150 GB cap is luxury compared to what we have in Canada.
Yeah. Every time I see people in America complaining about bad/slow/whatever Internet, I just kinda shake my head because up here in Canada, things are so bad as to be barbaric.
Alternatively, you know you're Canadian when you ration your bandwidth usage for the month, and you're not even doing anything extra strenuous.
It wasn't long ago that some plans here imposed as much as $120/GB for going over your cap. Honestly, I have 100GB at the moment, and cannot possibly use it all in a month. 150 is plenty for home usage. You guys in the US just don't know how good you've had it these past few years!
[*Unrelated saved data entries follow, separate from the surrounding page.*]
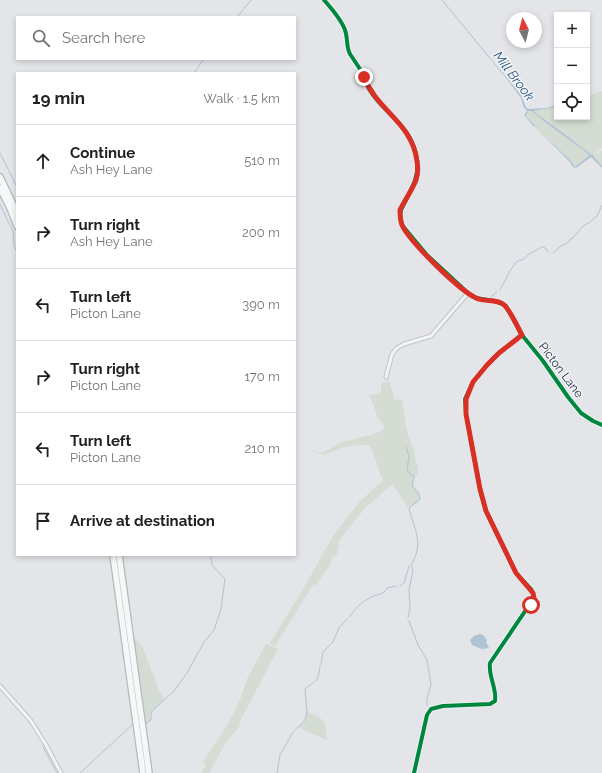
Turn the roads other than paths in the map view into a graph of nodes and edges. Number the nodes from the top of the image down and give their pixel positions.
1 (324, 0) edge
2 (0, 178) edge
3 (0, 188) edge
4 (16, 211) edge
5 (16, 223) edge
6 (468, 293) junction
7 (522, 335) junction
8 (386, 377) dead end
9 (602, 425) edge
10 (113, 556) edge
11 (119, 556) edge
12 (0, 686) edge
13 (61, 773) edge
14 (143, 773) edge
15 (149, 773) edge
16 (414, 773) edge

1 - 6 street, Picton Lane
2 - 4 highway
3 - 5 highway
6 - 7 street, Picton Lane
6 - 8 street
7 - 9 street, Picton Lane
7 - 16 street
10 - 14 highway
11 - 15 highway
12 - 13 street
Honestly, I have 100GB at the moment, and cannot possibly use it all in a month.
You'd be surprised how fast you can burn through 100 GB. Especially when you're like me and enjoy things like anime and music in ways that, ahem, take up a lot of bandwidth.
Youtube is surprisingly bandwidth-intensive, I'll have you know.
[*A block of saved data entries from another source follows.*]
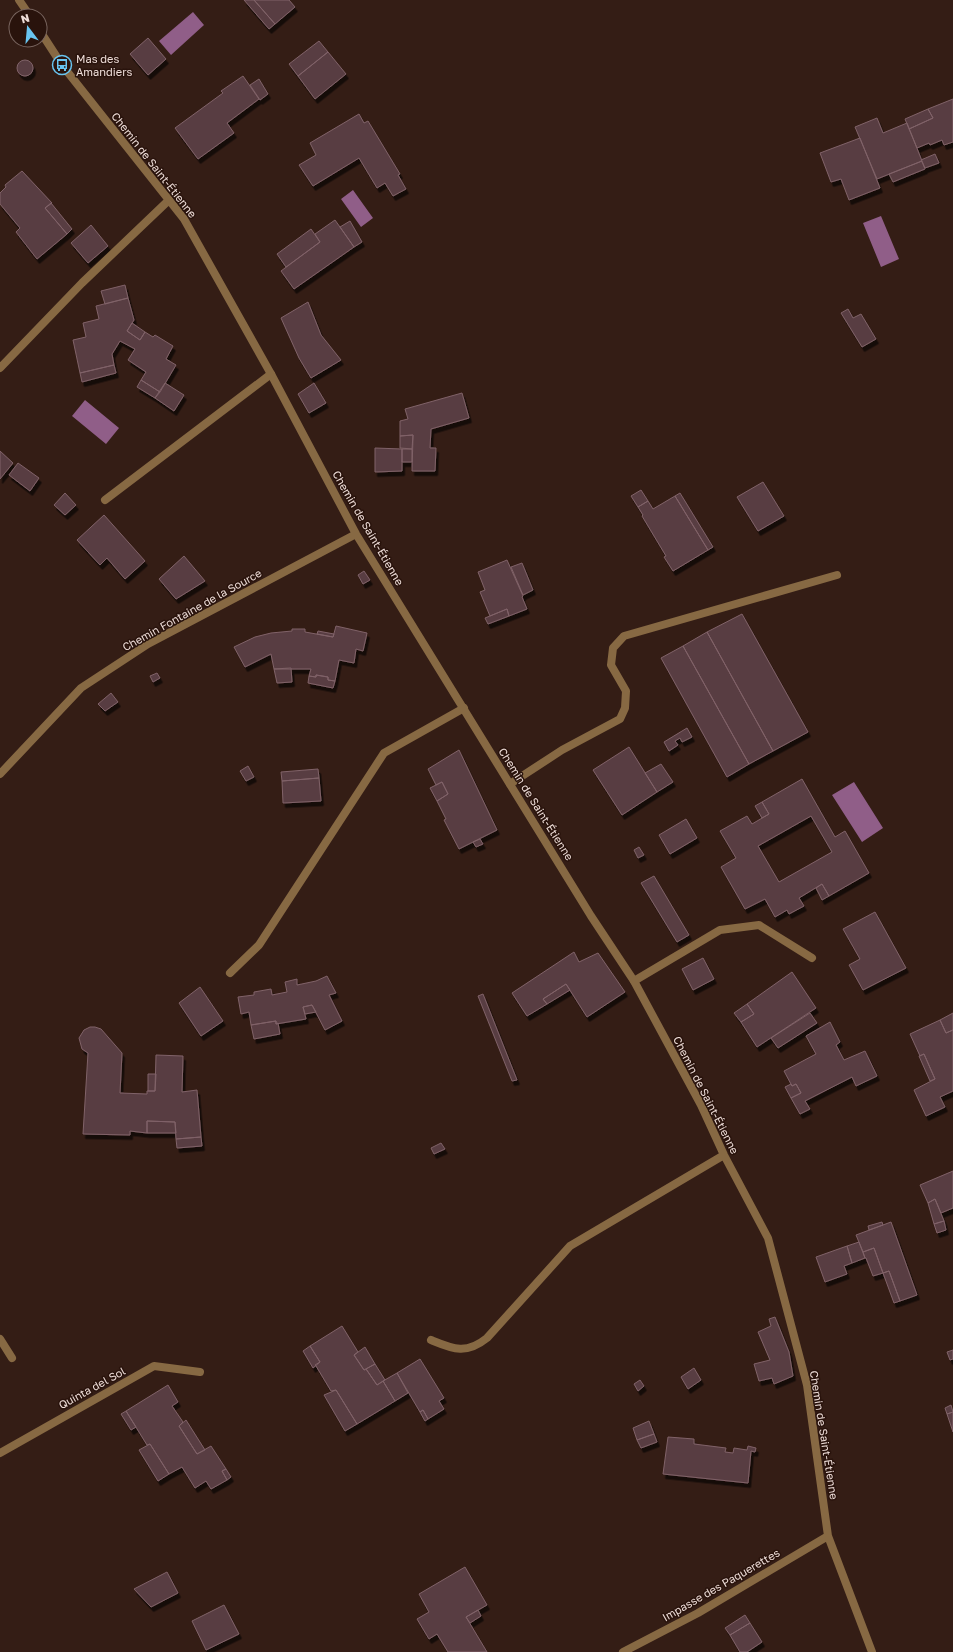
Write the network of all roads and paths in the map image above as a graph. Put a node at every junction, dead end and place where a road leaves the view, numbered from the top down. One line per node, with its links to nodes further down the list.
1 (48, 43): 2 (street, Chemin de Saint-Étienne)
2 (169, 200): 3 (street); 4 (street, Chemin de Saint-Étienne)
3 (0, 368)
4 (271, 374): 5 (street); 6 (street, Chemin de Saint-Étienne)
5 (105, 500)
6 (356, 534): 8 (street, Chemin de Saint-Étienne); 9 (street, Chemin Fontaine de la Source)
7 (836, 575): 10 (street)
8 (464, 708): 10 (street, Chemin de Saint-Étienne); 12 (street)
9 (0, 774)
10 (510, 784): 13 (street, Chemin de Saint-Étienne)
11 (812, 958): 13 (street)
12 (230, 973)
13 (634, 981): 14 (street, Chemin de Saint-Étienne)
14 (724, 1155): 16 (street); 20 (street, Chemin de Saint-Étienne)
15 (0, 1339): 17 (street)
16 (431, 1340)
17 (12, 1358)
18 (200, 1372): 19 (street, Quinta del Sol)
19 (0, 1453)
20 (828, 1536): 21 (street, Impasse des Paquerettes); 22 (street, Chemin de Saint-Étienne)
21 (623, 1652)
22 (872, 1652)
You'd be surprised how fast you can burn through 100 GB. Especially when you're like me and enjoy things like anime and music in ways that, ahem, take up a lot of bandwidth.
Youtube is surprisingly bandwidth-intensive, I'll have you know.
I don't download video files, I must admit. But I do watch a lot of youtube and other streamed videos, and I still find it very hard to get through 20, daily browsing and other downloading included. It's basically only Steam that ever pushes me over that.
Playing a LOT of Starcraft2, League of Legends, watching Youtube, watching Netflix, other things. These things stack up and take a TON of bandwith (esp when sharing with 5 or 6 other networked machines.) 150 isn't enough for serious online gamers.
For a regular family it would be, but for a family with 2+ online gamers, it's nowhere near enough.
Anyway. Bandwidth hogs really do not 'kill' the performance for average users, because average users don't do anything that requires meaningful amounts of bandwidth anyway.
Oh, then I guess average users don't need to give a ☺☺☺☺ about your problems anyway. STBY. Average users stream Netflix and YouTube too... But they just dont do it for 30 hours a week.
As for AT&T cell service, the AT&T 3G sucks BECAUSE of iphones and bandwidth hogs... Even when people are at home, too many don't bother to turn on their wifi, thus sucking up 3G bandwidth from other users. AT&T is giving out free Microcell boxes (just got mine) to give people 5 bar coverage in the house (and relieve bandwidth to the network).
And if that was really the concern, companies would add options that cost LESS money to give people less bandwidth. But what will happen is that the current price for unlimited service will become the 'base price' for 150GB, and you'll have to buy more from there. And that is complete nonsense.
Price for any given rate of upload/download speed has been going down over time. It will continue to do so. And users will be capped, though probably at higher and higher capacities every year.
As some dude sits there at home, typing away on his computer, not paying a cable bill, on $30 a month for internet, watching Hulu and Youtube, downloading all the media they want through torrents, then sending it out through his slingbox to his smartphone, burning through 500 GB a month and not paying a nickel for the content he essentially gets for free, *****ing that AT&T wants to cap the UNLIMITED bandwidth he feels he is entitled to for his monthly $25... maybe complaining about the upload speed... I have to laugh.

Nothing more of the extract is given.